Neha Misra is a Program Officer in the Africa Regional Office of the American Center for International Labor Solidarity (Solidarity Center) in Washington, DC, and the Global Coordinator of Solidarity Center Counter Trafficking Programs. The Solidarity Center is a non-profit organization affiliated with the AFL-CIO that promotes labor rights around the world. She recently returned from Indonesia where she was the Deputy Country Director and Program Manager for the Solidarity Center’s Counter Trafficking Project (a partnership with ICMC). She worked in Indonesia for over five years, starting with the Solidarity Center as the Director of the Center’s Democracy project in 1998. Neha has a Juris Doctor degree from the Washington College of Law (WCL), American University (1994), where she focused her studies on international human rights law. She received a Bachelor of Science degree in International Business Economics and Public Policy from Indiana University (1991).
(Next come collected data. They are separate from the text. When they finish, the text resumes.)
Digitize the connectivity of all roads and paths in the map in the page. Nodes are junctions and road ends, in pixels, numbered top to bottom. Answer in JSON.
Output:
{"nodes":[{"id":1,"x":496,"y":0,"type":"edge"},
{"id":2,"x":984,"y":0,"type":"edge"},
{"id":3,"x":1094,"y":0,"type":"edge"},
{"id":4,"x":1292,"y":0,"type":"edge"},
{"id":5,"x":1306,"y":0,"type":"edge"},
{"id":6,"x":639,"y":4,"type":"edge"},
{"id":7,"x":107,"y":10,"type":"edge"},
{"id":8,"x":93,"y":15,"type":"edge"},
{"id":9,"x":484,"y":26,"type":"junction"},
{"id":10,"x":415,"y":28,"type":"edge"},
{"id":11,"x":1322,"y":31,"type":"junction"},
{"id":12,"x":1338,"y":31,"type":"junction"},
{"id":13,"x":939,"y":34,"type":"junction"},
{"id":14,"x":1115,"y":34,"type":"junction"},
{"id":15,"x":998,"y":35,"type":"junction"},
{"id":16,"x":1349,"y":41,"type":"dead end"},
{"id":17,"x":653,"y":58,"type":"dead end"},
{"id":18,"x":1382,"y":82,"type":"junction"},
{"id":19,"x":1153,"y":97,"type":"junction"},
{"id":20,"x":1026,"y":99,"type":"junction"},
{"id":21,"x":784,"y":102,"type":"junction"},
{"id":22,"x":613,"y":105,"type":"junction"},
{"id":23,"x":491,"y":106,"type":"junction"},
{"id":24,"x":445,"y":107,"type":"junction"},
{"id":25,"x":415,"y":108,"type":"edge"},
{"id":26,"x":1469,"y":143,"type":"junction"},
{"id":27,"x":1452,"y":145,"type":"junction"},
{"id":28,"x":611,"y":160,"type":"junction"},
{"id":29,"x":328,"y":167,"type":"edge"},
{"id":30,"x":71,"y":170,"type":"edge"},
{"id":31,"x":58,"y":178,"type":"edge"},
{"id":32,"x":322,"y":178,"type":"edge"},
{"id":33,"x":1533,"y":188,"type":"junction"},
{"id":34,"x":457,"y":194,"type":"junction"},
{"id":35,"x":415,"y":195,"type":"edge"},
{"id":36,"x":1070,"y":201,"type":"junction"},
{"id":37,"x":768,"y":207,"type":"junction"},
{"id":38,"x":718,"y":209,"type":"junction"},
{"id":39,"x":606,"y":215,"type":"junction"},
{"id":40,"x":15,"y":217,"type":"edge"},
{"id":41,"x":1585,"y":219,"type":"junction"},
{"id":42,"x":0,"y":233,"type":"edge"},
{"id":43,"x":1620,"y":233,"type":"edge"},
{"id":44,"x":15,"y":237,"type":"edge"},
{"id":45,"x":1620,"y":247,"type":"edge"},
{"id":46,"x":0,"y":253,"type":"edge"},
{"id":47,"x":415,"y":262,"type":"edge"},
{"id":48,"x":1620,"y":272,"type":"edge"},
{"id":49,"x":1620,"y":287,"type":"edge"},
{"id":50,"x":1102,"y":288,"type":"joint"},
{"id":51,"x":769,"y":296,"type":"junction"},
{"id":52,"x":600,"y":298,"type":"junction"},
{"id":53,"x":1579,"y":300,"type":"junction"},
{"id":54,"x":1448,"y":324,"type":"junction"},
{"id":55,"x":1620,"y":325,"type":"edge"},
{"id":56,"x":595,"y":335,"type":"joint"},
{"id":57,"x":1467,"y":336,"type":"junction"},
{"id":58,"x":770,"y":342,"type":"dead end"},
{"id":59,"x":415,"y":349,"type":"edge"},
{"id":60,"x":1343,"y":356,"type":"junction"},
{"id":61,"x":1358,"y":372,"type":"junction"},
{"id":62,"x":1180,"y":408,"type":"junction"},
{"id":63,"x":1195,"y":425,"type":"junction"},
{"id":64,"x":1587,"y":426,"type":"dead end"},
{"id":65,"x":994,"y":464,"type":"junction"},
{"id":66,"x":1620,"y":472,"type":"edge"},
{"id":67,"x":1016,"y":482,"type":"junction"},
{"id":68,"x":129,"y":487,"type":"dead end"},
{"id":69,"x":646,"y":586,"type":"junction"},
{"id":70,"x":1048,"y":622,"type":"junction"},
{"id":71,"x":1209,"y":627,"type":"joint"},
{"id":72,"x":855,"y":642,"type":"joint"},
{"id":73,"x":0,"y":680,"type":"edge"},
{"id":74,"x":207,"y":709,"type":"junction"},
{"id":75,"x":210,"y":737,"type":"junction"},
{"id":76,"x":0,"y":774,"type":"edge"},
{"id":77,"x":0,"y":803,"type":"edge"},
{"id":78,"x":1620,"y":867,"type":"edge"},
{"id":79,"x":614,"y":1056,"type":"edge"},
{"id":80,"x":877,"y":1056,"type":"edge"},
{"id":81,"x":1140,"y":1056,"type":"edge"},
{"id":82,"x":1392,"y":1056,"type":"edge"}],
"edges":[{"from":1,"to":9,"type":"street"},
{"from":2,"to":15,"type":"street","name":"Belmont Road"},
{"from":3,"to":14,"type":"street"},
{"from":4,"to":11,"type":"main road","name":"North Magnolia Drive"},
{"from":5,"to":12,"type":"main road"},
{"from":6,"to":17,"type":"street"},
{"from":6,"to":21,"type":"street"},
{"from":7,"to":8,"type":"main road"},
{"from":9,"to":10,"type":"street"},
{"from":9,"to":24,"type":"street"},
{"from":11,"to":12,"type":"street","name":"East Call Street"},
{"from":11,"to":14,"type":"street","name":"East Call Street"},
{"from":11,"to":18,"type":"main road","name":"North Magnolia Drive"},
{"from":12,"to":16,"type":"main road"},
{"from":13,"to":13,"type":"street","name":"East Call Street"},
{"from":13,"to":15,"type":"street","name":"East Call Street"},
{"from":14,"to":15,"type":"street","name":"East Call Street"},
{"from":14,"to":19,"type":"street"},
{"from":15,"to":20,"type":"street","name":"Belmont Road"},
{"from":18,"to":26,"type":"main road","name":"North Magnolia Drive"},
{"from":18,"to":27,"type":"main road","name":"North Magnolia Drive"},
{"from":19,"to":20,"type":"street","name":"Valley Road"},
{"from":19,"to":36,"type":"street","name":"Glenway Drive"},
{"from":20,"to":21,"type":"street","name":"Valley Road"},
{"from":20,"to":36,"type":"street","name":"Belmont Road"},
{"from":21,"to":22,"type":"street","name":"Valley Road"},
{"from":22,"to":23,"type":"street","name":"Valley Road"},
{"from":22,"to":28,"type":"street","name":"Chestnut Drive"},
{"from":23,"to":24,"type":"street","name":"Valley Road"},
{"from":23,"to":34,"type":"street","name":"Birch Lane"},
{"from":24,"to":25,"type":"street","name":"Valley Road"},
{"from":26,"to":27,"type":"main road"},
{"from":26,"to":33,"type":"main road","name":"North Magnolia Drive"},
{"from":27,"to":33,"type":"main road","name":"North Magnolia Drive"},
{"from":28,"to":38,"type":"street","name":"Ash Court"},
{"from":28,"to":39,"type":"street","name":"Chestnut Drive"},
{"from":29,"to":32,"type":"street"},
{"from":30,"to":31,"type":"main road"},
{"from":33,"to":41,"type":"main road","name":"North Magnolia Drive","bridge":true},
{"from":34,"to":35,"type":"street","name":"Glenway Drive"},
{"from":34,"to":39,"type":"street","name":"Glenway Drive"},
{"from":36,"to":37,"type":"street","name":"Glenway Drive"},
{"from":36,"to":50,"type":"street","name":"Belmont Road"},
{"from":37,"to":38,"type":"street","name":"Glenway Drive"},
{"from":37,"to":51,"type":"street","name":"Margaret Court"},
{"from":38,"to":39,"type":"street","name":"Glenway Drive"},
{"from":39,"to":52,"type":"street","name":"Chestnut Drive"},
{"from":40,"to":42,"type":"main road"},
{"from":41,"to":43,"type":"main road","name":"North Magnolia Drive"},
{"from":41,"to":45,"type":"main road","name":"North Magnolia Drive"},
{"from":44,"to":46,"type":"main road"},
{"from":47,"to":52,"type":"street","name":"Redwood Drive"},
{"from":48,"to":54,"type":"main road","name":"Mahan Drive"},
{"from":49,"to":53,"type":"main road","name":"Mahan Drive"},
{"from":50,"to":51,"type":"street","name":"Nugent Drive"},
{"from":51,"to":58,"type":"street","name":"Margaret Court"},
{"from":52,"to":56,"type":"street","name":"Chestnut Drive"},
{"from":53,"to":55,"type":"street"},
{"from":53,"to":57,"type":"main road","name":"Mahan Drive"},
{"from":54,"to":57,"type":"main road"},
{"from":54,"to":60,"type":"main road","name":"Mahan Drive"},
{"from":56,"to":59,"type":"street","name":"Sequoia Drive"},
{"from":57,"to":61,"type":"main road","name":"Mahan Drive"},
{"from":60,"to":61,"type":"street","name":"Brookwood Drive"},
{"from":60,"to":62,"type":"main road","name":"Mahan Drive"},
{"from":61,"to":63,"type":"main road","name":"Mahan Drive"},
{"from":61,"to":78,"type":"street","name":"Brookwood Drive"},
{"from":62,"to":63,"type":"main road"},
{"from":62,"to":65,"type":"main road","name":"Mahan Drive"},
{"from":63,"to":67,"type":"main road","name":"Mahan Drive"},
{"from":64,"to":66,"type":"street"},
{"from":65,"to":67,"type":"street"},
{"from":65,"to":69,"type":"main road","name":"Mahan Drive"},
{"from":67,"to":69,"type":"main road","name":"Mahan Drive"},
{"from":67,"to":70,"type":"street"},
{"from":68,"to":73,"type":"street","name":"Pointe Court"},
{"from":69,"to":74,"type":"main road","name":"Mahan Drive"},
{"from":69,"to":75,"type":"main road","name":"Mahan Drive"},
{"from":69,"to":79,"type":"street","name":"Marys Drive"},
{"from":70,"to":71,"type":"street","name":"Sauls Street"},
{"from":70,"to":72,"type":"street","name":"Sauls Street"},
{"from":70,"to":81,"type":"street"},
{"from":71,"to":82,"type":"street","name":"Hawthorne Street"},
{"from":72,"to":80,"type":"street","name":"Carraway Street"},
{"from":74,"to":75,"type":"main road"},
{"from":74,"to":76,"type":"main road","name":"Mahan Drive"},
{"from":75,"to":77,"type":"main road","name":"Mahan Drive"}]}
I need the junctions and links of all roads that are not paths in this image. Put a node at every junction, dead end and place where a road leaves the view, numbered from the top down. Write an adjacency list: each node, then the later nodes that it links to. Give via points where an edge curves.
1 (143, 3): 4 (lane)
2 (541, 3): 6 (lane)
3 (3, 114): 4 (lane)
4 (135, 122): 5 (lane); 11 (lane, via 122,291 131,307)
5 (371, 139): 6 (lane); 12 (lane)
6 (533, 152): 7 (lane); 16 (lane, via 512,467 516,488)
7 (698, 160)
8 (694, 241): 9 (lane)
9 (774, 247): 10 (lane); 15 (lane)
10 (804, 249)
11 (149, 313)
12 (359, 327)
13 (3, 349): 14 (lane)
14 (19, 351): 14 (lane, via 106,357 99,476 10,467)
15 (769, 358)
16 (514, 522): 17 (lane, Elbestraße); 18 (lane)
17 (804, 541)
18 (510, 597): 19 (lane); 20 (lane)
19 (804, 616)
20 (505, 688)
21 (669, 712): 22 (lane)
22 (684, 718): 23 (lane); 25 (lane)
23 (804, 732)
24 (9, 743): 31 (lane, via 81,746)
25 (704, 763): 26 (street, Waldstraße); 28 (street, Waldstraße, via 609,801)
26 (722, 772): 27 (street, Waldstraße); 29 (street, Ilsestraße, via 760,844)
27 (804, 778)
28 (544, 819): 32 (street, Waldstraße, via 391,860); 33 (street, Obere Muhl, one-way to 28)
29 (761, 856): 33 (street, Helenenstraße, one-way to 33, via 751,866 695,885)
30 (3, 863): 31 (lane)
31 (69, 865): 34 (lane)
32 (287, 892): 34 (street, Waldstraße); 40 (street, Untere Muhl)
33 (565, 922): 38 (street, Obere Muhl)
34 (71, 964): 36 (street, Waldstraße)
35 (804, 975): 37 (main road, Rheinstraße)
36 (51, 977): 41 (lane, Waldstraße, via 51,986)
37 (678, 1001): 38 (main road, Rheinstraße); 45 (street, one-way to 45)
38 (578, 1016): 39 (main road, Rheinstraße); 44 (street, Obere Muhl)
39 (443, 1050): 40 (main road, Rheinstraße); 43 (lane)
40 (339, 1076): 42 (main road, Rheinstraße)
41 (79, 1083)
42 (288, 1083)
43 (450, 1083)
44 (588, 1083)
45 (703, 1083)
Before her assignment in Indonesia, Neha worked in Bosnia and Herzegovina on post-war democracy, and in the United States as a Senior Attorney-Advisor with the U.S. Department of Justice.

 

David Silversmith

David Silversmith is a Certified Public Accountant and a Certified Fraud Examiner with Adelman Katz & Mond LLP. For the past 2 years, David has volunteered at the Lower East Side People’s Federal Credit Union Volunteer Income Tax Assistance Site which provides free tax preparation and financial education to low-and moderate-income residents in lower Manhattan. David is a resident of the East Village in Manhattan and has been a member of Community Three since 2006 where he has served on the Housing, Parks, and Economic Development Committees. David is a graduate of the University of Maryland at College Park where he earned a Bachelor of Science degree in Accounting and a second BS in Finance.

 

Rebecca Smith

Rebecca Smith is the Coordinator of the Justice for Low Wage and Immigrant Workers' Program at (NELP). Since graduating from the University of Washington School of Law, she has worked representing low-wage and immigrant workers on employment issues. Rebecca has written, testified, litigated and lectured extensively on immigrant workers’ employment rights, and wage and hour and unemployment insurance law.